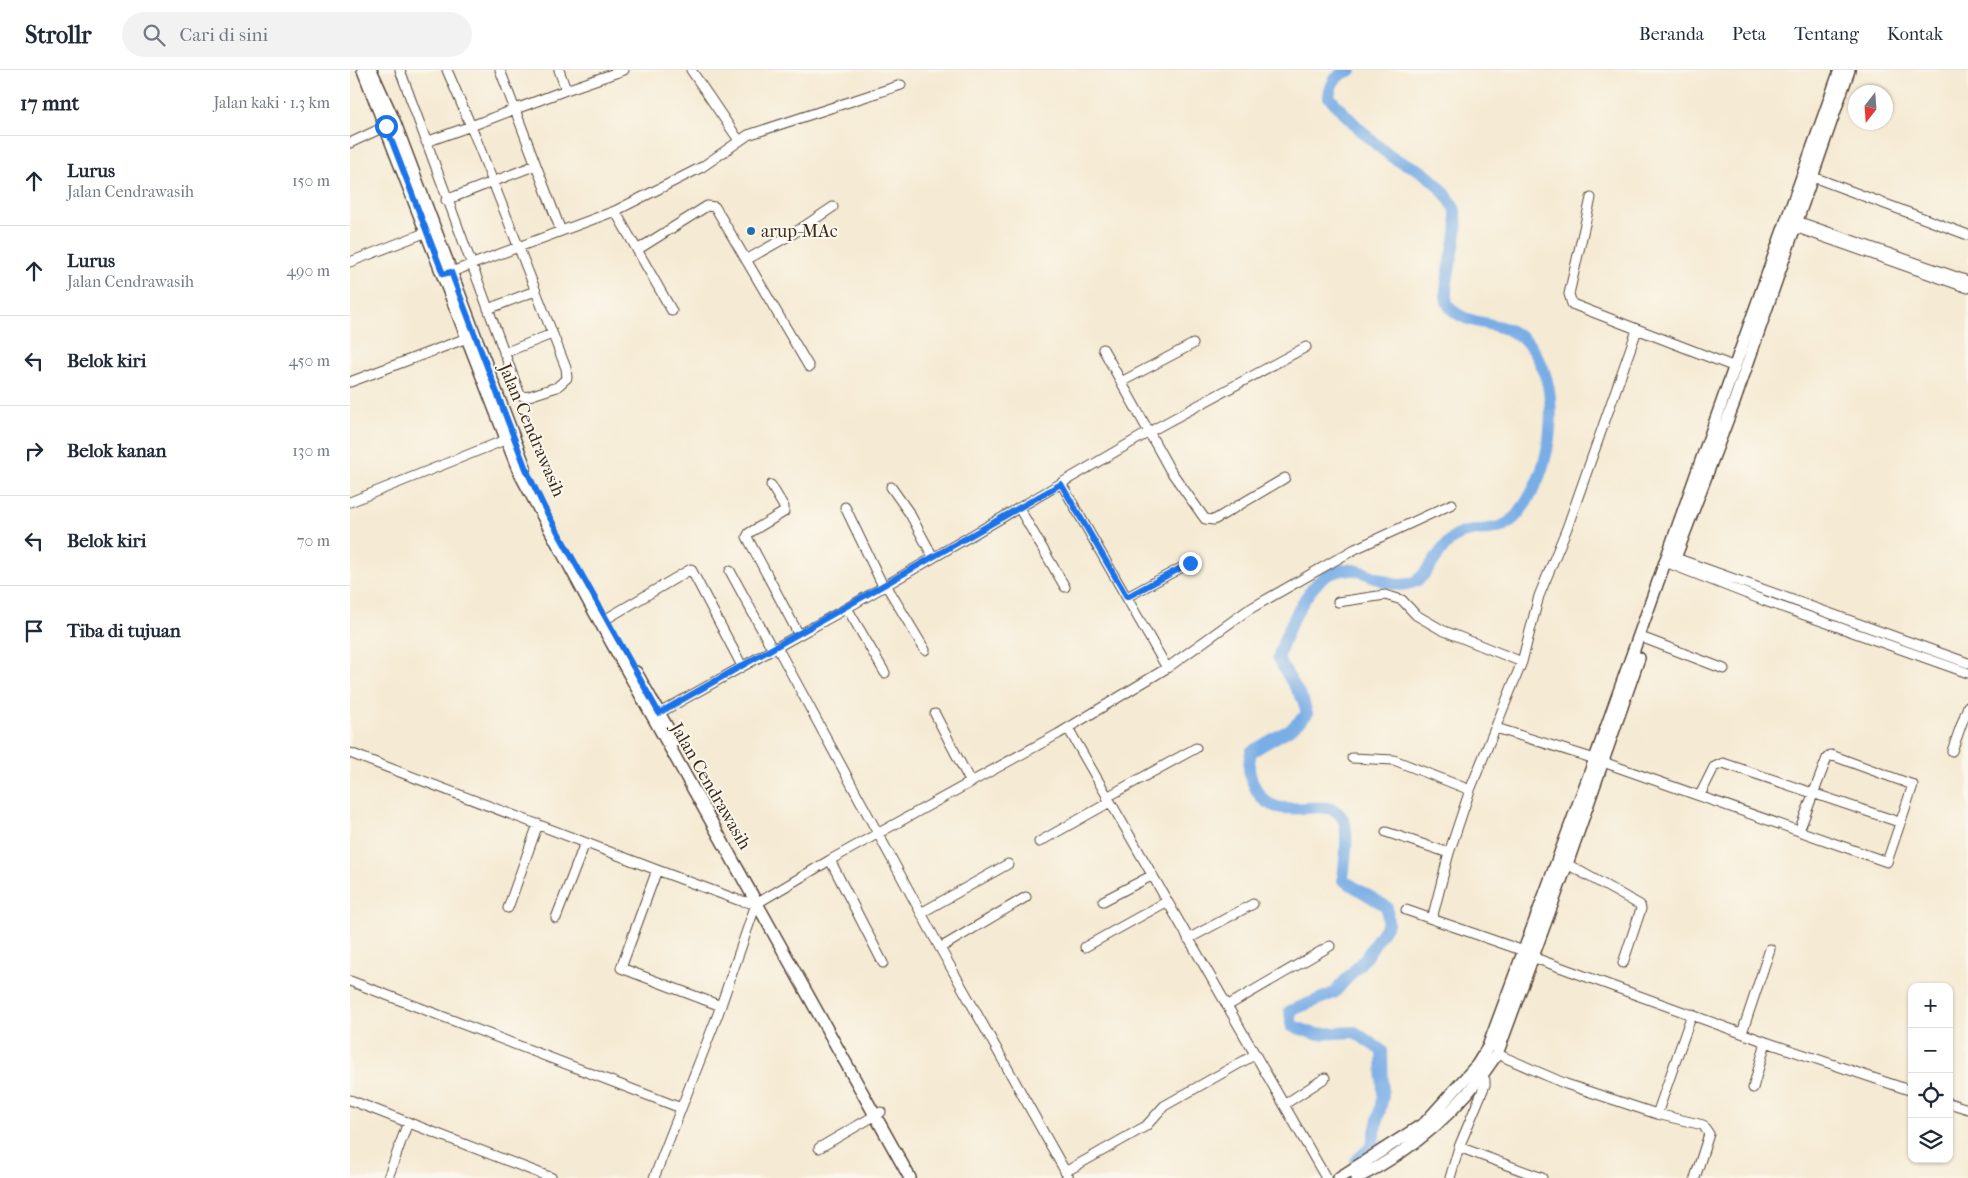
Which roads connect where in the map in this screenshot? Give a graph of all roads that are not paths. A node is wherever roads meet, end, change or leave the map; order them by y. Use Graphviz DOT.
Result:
graph roads {
  1 [pos="363,70"];
  2 [pos="371,70"];
  3 [pos="400,70"];
  4 [pos="447,70"];
  5 [pos="500,70"];
  6 [pos="559,70"];
  7 [pos="624,70"];
  8 [pos="691,70"];
  9 [pos="1840,70"];
  10 [pos="1849,70"];
  11 [pos="901,85"];
  12 [pos="566,90"];
  13 [pos="1834,98"];
  14 [pos="514,108"];
  15 [pos="386,126"];
  16 [pos="471,126"];
  17 [pos="738,139"];
  18 [pos="350,142"];
  19 [pos="426,142"];
  20 [pos="536,164"];
  21 [pos="1813,177"];
  22 [pos="493,181"];
  23 [pos="1591,198"];
  24 [pos="446,200"];
  25 [pos="833,207"];
  26 [pos="615,210"];
  27 [pos="1792,222"];
  28 [pos="561,231"];
  29 [pos="427,232"];
  30 [pos="1968,235"];
  31 [pos="517,248"];
  32 [pos="637,250"];
  33 [pos="746,260"];
  34 [pos="350,262"];
  35 [pos="470,265"];
  36 [pos="447,273"];
  37 [pos="1968,281"];
  38 [pos="1968,288"];
  39 [pos="535,290"];
  40 [pos="488,309"];
  41 [pos="672,311"];
  42 [pos="1637,330"];
  43 [pos="552,334"];
  44 [pos="467,338"];
  45 [pos="1193,344"];
  46 [pos="1306,347"];
  47 [pos="1103,349"];
  48 [pos="504,353"];
  49 [pos="809,367"];
  50 [pos="1735,367"];
  51 [pos="350,382"];
  52 [pos="1121,382"];
  53 [pos="1149,432"];
  54 [pos="505,440"];
  55 [pos="1285,478"];
  56 [pos="1061,484"];
  57 [pos="771,485"];
  58 [pos="891,487"];
  59 [pos="350,502"];
  60 [pos="1452,504"];
  61 [pos="845,507"];
  62 [pos="1020,508"];
  63 [pos="933,557"];
  64 [pos="1670,560"];
  65 [pos="1190,563"];
  66 [pos="730,572"];
  67 [pos="885,585"];
  68 [pos="1065,587"];
  69 [pos="1127,597"];
  70 [pos="1338,602"];
  71 [pos="847,608"];
  72 [pos="606,619"];
  73 [pos="799,634"];
  74 [pos="1646,640"];
  75 [pos="775,648"];
  76 [pos="925,650"];
  77 [pos="1522,662"];
  78 [pos="1968,663"];
  79 [pos="742,666"];
  80 [pos="1167,668"];
  81 [pos="1724,669"];
  82 [pos="886,673"];
  83 [pos="1968,673"];
  84 [pos="1968,706"];
  85 [pos="935,714"];
  86 [pos="656,715"];
  87 [pos="1068,728"];
  88 [pos="1496,728"];
  89 [pos="1196,748"];
  90 [pos="1952,750"];
  91 [pos="350,753"];
  92 [pos="1352,758"];
  93 [pos="1599,760"];
  94 [pos="971,783"];
  95 [pos="1470,790"];
  96 [pos="1814,792"];
  97 [pos="1700,795"];
  98 [pos="1109,800"];
  99 [pos="1899,822"];
  100 [pos="538,824"];
  101 [pos="1799,830"];
  102 [pos="1386,832"];
  103 [pos="878,835"];
  104 [pos="585,842"];
  105 [pos="1039,842"];
  106 [pos="1449,854"];
  107 [pos="830,860"];
  108 [pos="1008,864"];
  109 [pos="1567,864"];
  110 [pos="657,870"];
  111 [pos="1151,876"];
  112 [pos="1026,897"];
  113 [pos="1103,901"];
  114 [pos="759,902"];
  115 [pos="1166,902"];
  116 [pos="1253,904"];
  117 [pos="508,908"];
  118 [pos="1406,910"];
  119 [pos="921,913"];
  120 [pos="556,918"];
  121 [pos="1432,919"];
  122 [pos="1188,938"];
  123 [pos="1330,946"];
  124 [pos="1085,947"];
  125 [pos="940,948"];
  126 [pos="1770,949"];
  127 [pos="1528,954"];
  128 [pos="882,962"];
  129 [pos="1623,963"];
  130 [pos="350,981"];
  131 [pos="721,1006"];
  132 [pos="1227,1006"];
  133 [pos="1692,1014"];
  134 [pos="1742,1033"];
  135 [pos="1766,1042"];
  136 [pos="1256,1054"];
  137 [pos="1497,1054"];
  138 [pos="1482,1076"];
  139 [pos="1325,1078"];
  140 [pos="1753,1088"];
  141 [pos="1908,1090"];
  142 [pos="350,1100"];
  143 [pos="1285,1104"];
  144 [pos="1953,1104"];
  145 [pos="681,1108"];
  146 [pos="1968,1109"];
  147 [pos="878,1114"];
  148 [pos="1657,1114"];
  149 [pos="408,1122"];
  150 [pos="1459,1147"];
  151 [pos="819,1148"];
  152 [pos="1393,1150"];
  153 [pos="1364,1172"];
  154 [pos="1067,1175"];
  155 [pos="388,1178"];
  156 [pos="552,1178"];
  157 [pos="654,1178"];
  158 [pos="910,1178"];
  159 [pos="918,1178"];
  160 [pos="1326,1178"];
  161 [pos="1338,1178"];
  162 [pos="1450,1178"];
  163 [pos="1542,1178"];
  164 [pos="1696,1178"];
  1 -- 15 [label="street, Jalan Cendrawasih"];
  2 -- 36 [label="street, Jalan Cendrawasih"];
  3 -- 19 [label="street"];
  4 -- 16 [label="street"];
  5 -- 14 [label="street"];
  6 -- 12 [label="street"];
  7 -- 12 [label="street"];
  8 -- 17 [label="street"];
  9 -- 13 [label="street"];
  10 -- 13 [label="street"];
  11 -- 17 [label="street"];
  12 -- 14 [label="street"];
  13 -- 21 [label="street"];
  13 -- 27 [label="street"];
  14 -- 16 [label="street"];
  14 -- 20 [label="street"];
  15 -- 18 [label="street"];
  15 -- 29 [label="street, Jalan Cendrawasih"];
  16 -- 19 [label="street"];
  16 -- 22 [label="street"];
  17 -- 26 [label="street"];
  19 -- 24 [label="street"];
  20 -- 22 [label="street"];
  20 -- 28 [label="street"];
  21 -- 27 [label="street"];
  21 -- 30 [label="street"];
  22 -- 24 [label="street"];
  22 -- 31 [label="street"];
  23 -- 42 [label="street"];
  24 -- 35 [label="street"];
  25 -- 33 [label="street"];
  26 -- 28 [label="street"];
  26 -- 32 [label="street"];
  27 -- 37 [label="street"];
  27 -- 38 [label="street"];
  27 -- 50 [label="street"];
  27 -- 64 [label="street"];
  28 -- 31 [label="street"];
  29 -- 34 [label="street"];
  29 -- 36 [label="street, Jalan Cendrawasih"];
  31 -- 35 [label="street"];
  31 -- 39 [label="street"];
  32 -- 33 [label="street"];
  32 -- 41 [label="street"];
  33 -- 49 [label="street"];
  35 -- 36 [label="street"];
  35 -- 40 [label="street"];
  36 -- 44 [label="street, Jalan Cendrawasih"];
  36 -- 72 [label="street, Jalan Cendrawasih"];
  39 -- 40 [label="street"];
  39 -- 43 [label="street"];
  40 -- 48 [label="street"];
  42 -- 50 [label="street"];
  42 -- 77 [label="street"];
  43 -- 48 [label="street"];
  43 -- 48 [label="street"];
  44 -- 51 [label="street"];
  44 -- 54 [label="street, Jalan Cendrawasih"];
  45 -- 52 [label="street"];
  46 -- 53 [label="street"];
  47 -- 52 [label="street"];
  50 -- 64 [label="street"];
  52 -- 53 [label="street"];
  53 -- 55 [label="street"];
  53 -- 56 [label="street"];
  54 -- 59 [label="street"];
  54 -- 86 [label="street, Jalan Cendrawasih"];
  56 -- 62 [label="street"];
  56 -- 69 [label="street"];
  57 -- 73 [label="street"];
  58 -- 63 [label="street"];
  60 -- 80 [label="street"];
  61 -- 67 [label="street"];
  62 -- 63 [label="street"];
  62 -- 68 [label="street"];
  63 -- 67 [label="street"];
  64 -- 74 [label="street"];
  64 -- 78 [label="street"];
  64 -- 83 [label="street"];
  64 -- 93 [label="street"];
  65 -- 69 [label="street"];
  66 -- 75 [label="street"];
  67 -- 71 [label="street"];
  67 -- 76 [label="street"];
  69 -- 80 [label="street"];
  70 -- 77 [label="street"];
  71 -- 73 [label="street"];
  71 -- 82 [label="street"];
  72 -- 79 [label="street"];
  72 -- 86 [label="street, Jalan Cendrawasih"];
  73 -- 75 [label="street"];
  74 -- 81 [label="street"];
  74 -- 93 [label="street"];
  75 -- 79 [label="street"];
  75 -- 103 [label="street"];
  77 -- 88 [label="street"];
  79 -- 86 [label="street"];
  80 -- 87 [label="street"];
  84 -- 90 [label="street"];
  85 -- 94 [label="street"];
  86 -- 114 [label="street, Jalan Cendrawasih"];
  87 -- 94 [label="street"];
  87 -- 98 [label="street"];
  88 -- 93 [label="street"];
  88 -- 95 [label="street"];
  89 -- 98 [label="street"];
  91 -- 100 [label="street"];
  92 -- 95 [label="street"];
  93 -- 97 [label="street"];
  93 -- 109 [label="street"];
  93 -- 127 [label="street"];
  94 -- 103 [label="street"];
  95 -- 106 [label="street"];
  96 -- 97 [label="street"];
  96 -- 99 [label="street"];
  96 -- 99 [label="street"];
  96 -- 101 [label="street"];
  97 -- 101 [label="street"];
  98 -- 105 [label="street"];
  98 -- 111 [label="street"];
  99 -- 101 [label="street"];
  100 -- 104 [label="street"];
  100 -- 117 [label="street"];
  102 -- 106 [label="street"];
  103 -- 107 [label="street"];
  103 -- 119 [label="street"];
  104 -- 110 [label="street"];
  104 -- 120 [label="street"];
  106 -- 121 [label="street"];
  107 -- 114 [label="street"];
  107 -- 128 [label="street"];
  108 -- 119 [label="street"];
  109 -- 127 [label="street"];
  109 -- 129 [label="street"];
  110 -- 114 [label="street"];
  110 -- 131 [label="street"];
  111 -- 113 [label="street"];
  111 -- 115 [label="street"];
  112 -- 125 [label="street"];
  114 -- 131 [label="street"];
  114 -- 147 [label="street, Jalan Cendrawasih"];
  115 -- 122 [label="street"];
  115 -- 124 [label="street"];
  116 -- 122 [label="street"];
  118 -- 121 [label="street"];
  119 -- 125 [label="street"];
  121 -- 127 [label="street"];
  122 -- 132 [label="street"];
  123 -- 132 [label="street"];
  125 -- 154 [label="street"];
  126 -- 134 [label="street"];
  127 -- 133 [label="street"];
  127 -- 137 [label="street"];
  127 -- 152 [label="street"];
  130 -- 145 [label="street"];
  131 -- 145 [label="street"];
  132 -- 136 [label="street"];
  133 -- 134 [label="street"];
  133 -- 148 [label="street"];
  134 -- 135 [label="street"];
  135 -- 140 [label="street"];
  135 -- 141 [label="street"];
  136 -- 143 [label="street"];
  136 -- 154 [label="street"];
  137 -- 138 [label="street"];
  137 -- 148 [label="street"];
  138 -- 150 [label="street"];
  138 -- 152 [label="street"];
  139 -- 143 [label="street"];
  142 -- 149 [label="street"];
  143 -- 160 [label="street"];
  144 -- 146 [label="street"];
  145 -- 157 [label="street"];
  147 -- 151 [label="street"];
  147 -- 158 [label="street, Jalan Cendrawasih"];
  147 -- 159 [label="street, Jalan Cendrawasih"];
  148 -- 164 [label="street"];
  149 -- 155 [label="street"];
  149 -- 156 [label="street"];
  150 -- 162 [label="street"];
  150 -- 163 [label="street"];
  152 -- 153 [label="street"];
  153 -- 161 [label="street"];
}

+++++

DESCRIPTION OF THE TASK: Only lines holding the string "roads" are wanted; gather each one from the entries above.

EXERCISE SOLUTION:
Which roads connect where in the map in this screenshot? Give a graph of all roads that are not paths. A node is wherever roads meet, end, change or leave the map; order them by y. Use Graphviz DOT.
graph roads {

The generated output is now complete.